Women of today in most instances Must work along with the man. There is a lot of pressure on a family in general in todays general life in itself. Jobs... Money ....No jobs ....no money..
All screwed up. Then there is the Religion Factor as I call it. Families are drifting away from God.
All I can remember is a simple path. God Is Great!
You have to believe in God first, before you can start to believe in yourself or your spouse.
God sometimes is the first medicine before any others.

Having a baby was a prize. A beautiful prize at that. And when that baby comes, Most including me, have such a special feeling that questions..."I made that?" "I really made that happen with my mate!".... The lust, and the act was given to happen by God!
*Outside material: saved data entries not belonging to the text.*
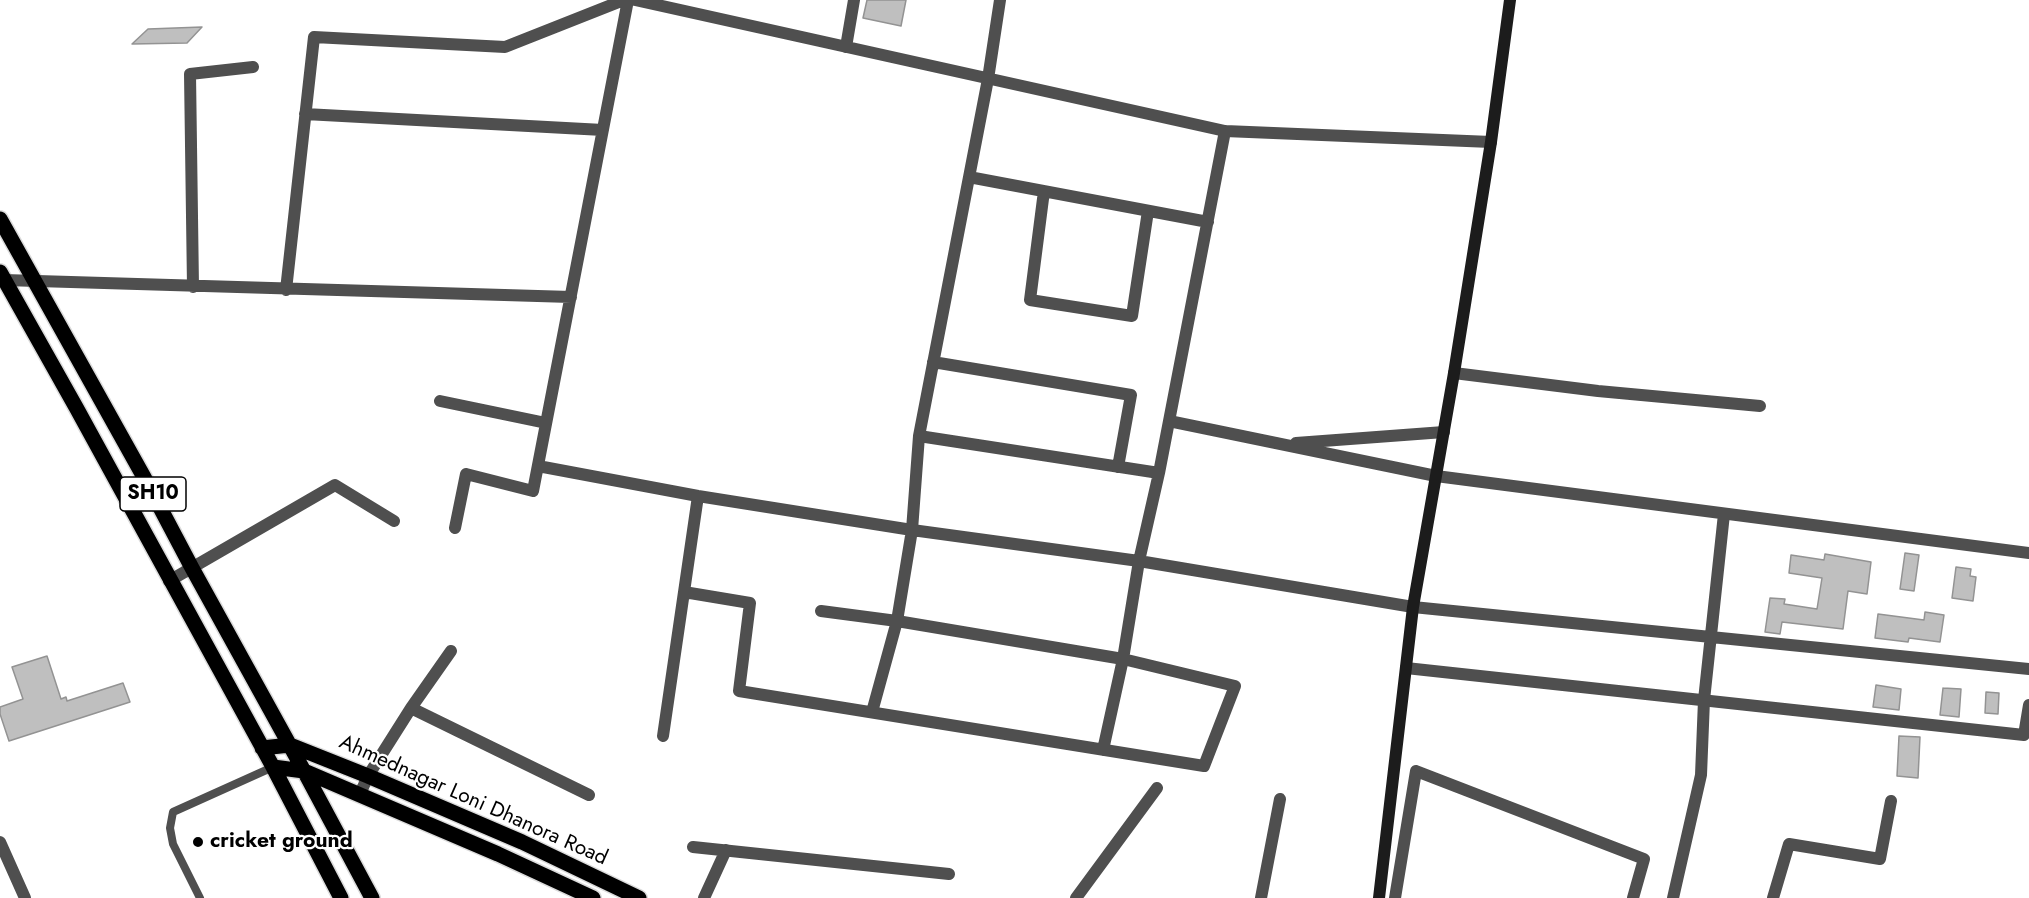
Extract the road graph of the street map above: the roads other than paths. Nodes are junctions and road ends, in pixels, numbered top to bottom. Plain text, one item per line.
1 (626, 0) edge
2 (635, 0) edge
3 (854, 0) edge
4 (1000, 0) edge
5 (1510, 0) edge
6 (846, 47) junction
7 (253, 67) dead end
8 (988, 79) junction
9 (306, 114) junction
10 (603, 129) junction
11 (1225, 131) junction
12 (1491, 142) junction
13 (969, 177) junction
14 (1044, 191) junction
15 (1148, 211) junction
16 (0, 219) edge
17 (1208, 222) junction
18 (2, 276) edge
19 (33, 281) junction
20 (193, 287) junction
21 (286, 290) junction
22 (571, 297) junction
23 (933, 362) junction
24 (1454, 373) junction
25 (440, 401) dead end
26 (1760, 406) dead end
27 (1170, 421) junction
28 (546, 423) junction
29 (1444, 432) junction
30 (919, 436) junction
31 (1279, 444) junction
32 (538, 466) junction
33 (1118, 467) junction
34 (1159, 473) junction
35 (1436, 476) junction
36 (698, 496) junction
37 (1724, 514) junction
38 (394, 521) dead end
39 (455, 528) dead end
40 (912, 530) junction
41 (2029, 553) edge
42 (1139, 561) junction
43 (192, 568) junction
44 (170, 581) junction
45 (684, 592) junction
46 (1413, 607) junction
47 (821, 611) dead end
48 (897, 621) junction
49 (1710, 637) junction
50 (451, 651) dead end
51 (1123, 659) junction
52 (1406, 668) junction
53 (2029, 669) edge
54 (1704, 700) junction
55 (2029, 705) edge
56 (411, 708) junction
57 (872, 712) junction
58 (663, 736) dead end
59 (290, 745) junction
60 (262, 748) junction
61 (1103, 750) junction
62 (273, 767) junction
63 (304, 771) junction
64 (369, 776) junction
65 (1157, 788) dead end
66 (360, 794) junction
67 (589, 795) dead end
68 (1280, 799) dead end
69 (1891, 801) dead end
70 (0, 842) edge
71 (693, 847) dead end
72 (726, 850) junction
73 (949, 874) dead end
74 (25, 898) edge
75 (200, 898) edge
76 (341, 898) edge
77 (372, 898) edge
78 (593, 898) edge
79 (639, 898) edge
80 (704, 898) edge
81 (1076, 898) edge
82 (1261, 898) edge
83 (1379, 898) edge
84 (1395, 898) edge
85 (1633, 898) edge
86 (1673, 898) edge
87 (1773, 898) edge

1 - 9 street
1 - 10 street
2 - 6 street
3 - 6 street
4 - 8 street
5 - 12 street
6 - 8 street
7 - 20 street
8 - 11 street
8 - 13 street
9 - 10 street
9 - 21 street
10 - 22 street
11 - 12 street
11 - 17 street
12 - 24 street
13 - 14 street
13 - 23 street
14 - 15 street
14 - 15 street
15 - 17 street
16 - 19 main road, SH10
17 - 27 street
18 - 19 street
18 - 44 main road, SH10
19 - 20 street
19 - 43 main road, SH10
20 - 21 street
21 - 22 street
22 - 28 street
23 - 30 street
23 - 33 street
24 - 26 street
24 - 29 street
25 - 28 street
27 - 31 street
27 - 34 street
28 - 32 street
29 - 31 street
29 - 35 street
30 - 33 street
30 - 40 street
31 - 35 street
32 - 36 street
32 - 39 street
33 - 34 street
34 - 42 street
35 - 37 street
35 - 46 street
36 - 40 street
36 - 45 street
37 - 41 street
37 - 49 street
38 - 43 street
40 - 42 street
40 - 48 street
42 - 46 street
42 - 51 street
43 - 44 street
43 - 59 main road, SH10
44 - 60 main road, SH10
45 - 57 street
45 - 58 street
46 - 49 street
46 - 52 street
47 - 48 street
48 - 51 street
48 - 57 street
49 - 53 street
49 - 54 street
50 - 56 street
51 - 61 street
51 - 61 street
52 - 54 street
52 - 83 street
54 - 55 street
54 - 86 street
56 - 64 street
56 - 67 street
57 - 61 street
59 - 60 main road, Ahmednagar Loni Dhanora Road
59 - 63 main road, SH10
59 - 64 main road, Ahmednagar Loni Dhanora Road
60 - 62 main road, SH10
62 - 63 main road, Ahmednagar Loni Dhanora Road
62 - 75 lane
62 - 76 main road, SH10
63 - 66 main road, Ahmednagar Loni Dhanora Road
63 - 77 main road, SH10
64 - 66 street
64 - 79 main road, Ahmednagar Loni Dhanora Road
65 - 81 street
66 - 78 main road, Ahmednagar Loni Dhanora Road
68 - 82 street
69 - 87 street
70 - 74 street
71 - 72 street
72 - 73 street
72 - 80 street
84 - 85 street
And God meant it to feel and be good!"
But Not as good as holding, and watching and protecting that child, that only God can make happen.
I know it doesn't all work out to be that perfect, but it is an honor to be a dad of that little boy or that little girl... all made by me and my mate. It's a feeling better than showing off that beautiful new car, or that big freshly caught fish, or that gorgeous diamond ring or other prize possession.

But remember.... it is all that allowed to happen, only if both partners are believing that a child will be a gift and a pleasure, to be cherished forever.... And, it's something to be proud of.
At times, it is the Best Medicine! A medicine of Nature! .... That is the way I see it!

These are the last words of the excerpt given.